Snell Acoustics Signature Series C7 speaker
The Short Form
|$4,500 each / SNELLACOUSTICS.COM / 978-538-6262|
|Snell's C7 tower speakers deliver the audiophile goods - along with enough low bass that you can live without a subwoofer|
|• World-class tonal accuracy, definition, and transparency • Almost literally full-range sound • Gorgeous, master-craftsman woodworking|
|• (2) 8-inch cone woofers, (2) 4-inch cone midrange drivers, 1-inch silk-dome tweeter, and 1-inch soft-dome tweeter (rear-firing). • Tweeter Level, Rear Tweeter, Boundary Compensation mini-switch controls (rear panel) • 47¼ x 16 x 9½ in; 95 lb|
The Signature Series Type C7 may be three steps down from the flagship Illusion in Snell's current full-range family, but it's no lightweight. Dual 8-inch woofers and a solidly machined D'Appolito mid-high-frequency array, all packaged in a beautifully finished tower nearly 4 feet tall, make for an imposing presence. My evaluation pair was modestly finished in black, but close inspection revealed the usual superb Snell woodworking touches such as matched, mirror-image veneers and meticulous, hand-rubbed finishing. While my C7s appeared coolly competent in black , I'm sure that the same speaker in any of Snell's standard or special-order hardwoods would look spectacular.

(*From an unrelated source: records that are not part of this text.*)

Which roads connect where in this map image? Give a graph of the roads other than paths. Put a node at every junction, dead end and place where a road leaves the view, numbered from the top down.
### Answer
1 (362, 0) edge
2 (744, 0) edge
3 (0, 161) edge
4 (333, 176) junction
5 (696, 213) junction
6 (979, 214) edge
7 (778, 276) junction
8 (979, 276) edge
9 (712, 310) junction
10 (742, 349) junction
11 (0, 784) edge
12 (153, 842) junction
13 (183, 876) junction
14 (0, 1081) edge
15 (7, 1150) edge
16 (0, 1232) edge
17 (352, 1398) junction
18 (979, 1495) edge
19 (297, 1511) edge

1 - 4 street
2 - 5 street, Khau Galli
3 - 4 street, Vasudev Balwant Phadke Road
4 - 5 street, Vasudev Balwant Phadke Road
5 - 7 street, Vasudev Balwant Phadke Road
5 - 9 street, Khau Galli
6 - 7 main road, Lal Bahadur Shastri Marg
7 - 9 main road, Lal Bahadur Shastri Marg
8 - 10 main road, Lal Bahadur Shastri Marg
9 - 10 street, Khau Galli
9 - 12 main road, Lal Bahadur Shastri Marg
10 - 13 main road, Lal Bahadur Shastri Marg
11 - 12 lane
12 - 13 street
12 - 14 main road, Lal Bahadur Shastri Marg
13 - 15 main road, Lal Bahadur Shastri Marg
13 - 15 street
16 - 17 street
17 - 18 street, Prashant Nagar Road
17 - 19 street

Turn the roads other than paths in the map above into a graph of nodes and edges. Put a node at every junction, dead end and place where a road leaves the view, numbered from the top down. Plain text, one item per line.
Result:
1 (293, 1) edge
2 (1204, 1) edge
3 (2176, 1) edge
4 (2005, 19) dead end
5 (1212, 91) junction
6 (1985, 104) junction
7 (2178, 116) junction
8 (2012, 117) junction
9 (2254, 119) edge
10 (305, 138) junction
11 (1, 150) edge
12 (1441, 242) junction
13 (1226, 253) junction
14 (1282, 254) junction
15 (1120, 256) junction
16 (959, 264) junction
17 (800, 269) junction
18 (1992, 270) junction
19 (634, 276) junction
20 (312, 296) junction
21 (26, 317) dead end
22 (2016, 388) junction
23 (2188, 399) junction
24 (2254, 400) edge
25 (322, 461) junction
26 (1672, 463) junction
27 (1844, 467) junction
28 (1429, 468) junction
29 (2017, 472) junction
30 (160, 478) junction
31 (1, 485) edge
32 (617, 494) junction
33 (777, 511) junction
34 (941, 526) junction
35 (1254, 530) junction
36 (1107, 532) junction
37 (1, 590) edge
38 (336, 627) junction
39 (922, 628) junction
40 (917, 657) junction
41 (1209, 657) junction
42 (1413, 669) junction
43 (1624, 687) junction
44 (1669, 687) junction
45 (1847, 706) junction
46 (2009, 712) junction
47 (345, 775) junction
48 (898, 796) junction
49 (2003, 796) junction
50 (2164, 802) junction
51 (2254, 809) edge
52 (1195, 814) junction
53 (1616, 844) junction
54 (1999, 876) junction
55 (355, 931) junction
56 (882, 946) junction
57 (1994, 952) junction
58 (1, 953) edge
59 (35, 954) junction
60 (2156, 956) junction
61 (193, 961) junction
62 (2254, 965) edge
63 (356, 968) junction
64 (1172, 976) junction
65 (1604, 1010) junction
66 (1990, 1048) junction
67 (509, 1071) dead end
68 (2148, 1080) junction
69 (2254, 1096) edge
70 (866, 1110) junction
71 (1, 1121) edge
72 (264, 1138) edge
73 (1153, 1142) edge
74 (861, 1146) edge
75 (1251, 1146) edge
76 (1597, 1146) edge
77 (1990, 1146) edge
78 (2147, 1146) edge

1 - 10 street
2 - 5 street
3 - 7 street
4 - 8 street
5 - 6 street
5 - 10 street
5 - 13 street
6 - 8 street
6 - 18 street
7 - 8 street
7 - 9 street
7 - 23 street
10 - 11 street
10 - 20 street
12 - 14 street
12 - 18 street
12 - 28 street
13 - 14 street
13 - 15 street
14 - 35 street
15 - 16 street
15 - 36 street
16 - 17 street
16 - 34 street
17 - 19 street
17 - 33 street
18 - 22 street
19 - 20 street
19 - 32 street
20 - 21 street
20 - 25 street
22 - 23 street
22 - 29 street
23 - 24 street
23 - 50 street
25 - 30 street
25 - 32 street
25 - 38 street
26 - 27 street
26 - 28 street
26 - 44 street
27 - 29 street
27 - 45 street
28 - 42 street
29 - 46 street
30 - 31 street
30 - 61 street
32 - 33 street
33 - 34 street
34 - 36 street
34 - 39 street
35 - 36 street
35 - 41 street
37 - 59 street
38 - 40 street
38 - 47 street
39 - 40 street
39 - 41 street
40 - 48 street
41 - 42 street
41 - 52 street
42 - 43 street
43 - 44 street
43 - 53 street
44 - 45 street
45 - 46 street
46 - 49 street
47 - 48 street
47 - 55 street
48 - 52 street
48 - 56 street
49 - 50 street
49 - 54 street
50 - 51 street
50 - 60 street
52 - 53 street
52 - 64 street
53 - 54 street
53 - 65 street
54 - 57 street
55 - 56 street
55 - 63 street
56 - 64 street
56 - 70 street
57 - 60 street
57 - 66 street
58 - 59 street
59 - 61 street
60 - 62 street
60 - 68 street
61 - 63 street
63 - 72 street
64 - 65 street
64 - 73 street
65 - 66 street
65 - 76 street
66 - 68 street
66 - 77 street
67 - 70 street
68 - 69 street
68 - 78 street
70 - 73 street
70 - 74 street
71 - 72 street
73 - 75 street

Once you unbox and place the C7s, each weighing in at 95 pounds (I had help!), you'll have some decisions to make. Like nearly all Snells, the towers have several user-selectable setup switches. You can adjust the front tweeter level using Cut, Normal, or Boost settings, switch Boundary Compensation to Normal or Boundary ( this invokes a mid bass-cut to curb "woofiness" with close-to-wall placements), and turn the rear-firing tweeter on or off. (A feature dating back to Snell's original Type A, the rear-firing tweeter helps the speaker deliver smoother, full-hemisphere power response at high frequencies.)
From long experience I had a pretty good idea how I'd want these settings adjusted after hooking the C7s up to my 200-watt-per-channel amp. But I did my due diligence anyway, listening, moving, and adjusting before settling on a front tweeter-cut, Boundary-on, and rear -tweeter-enabled configuration.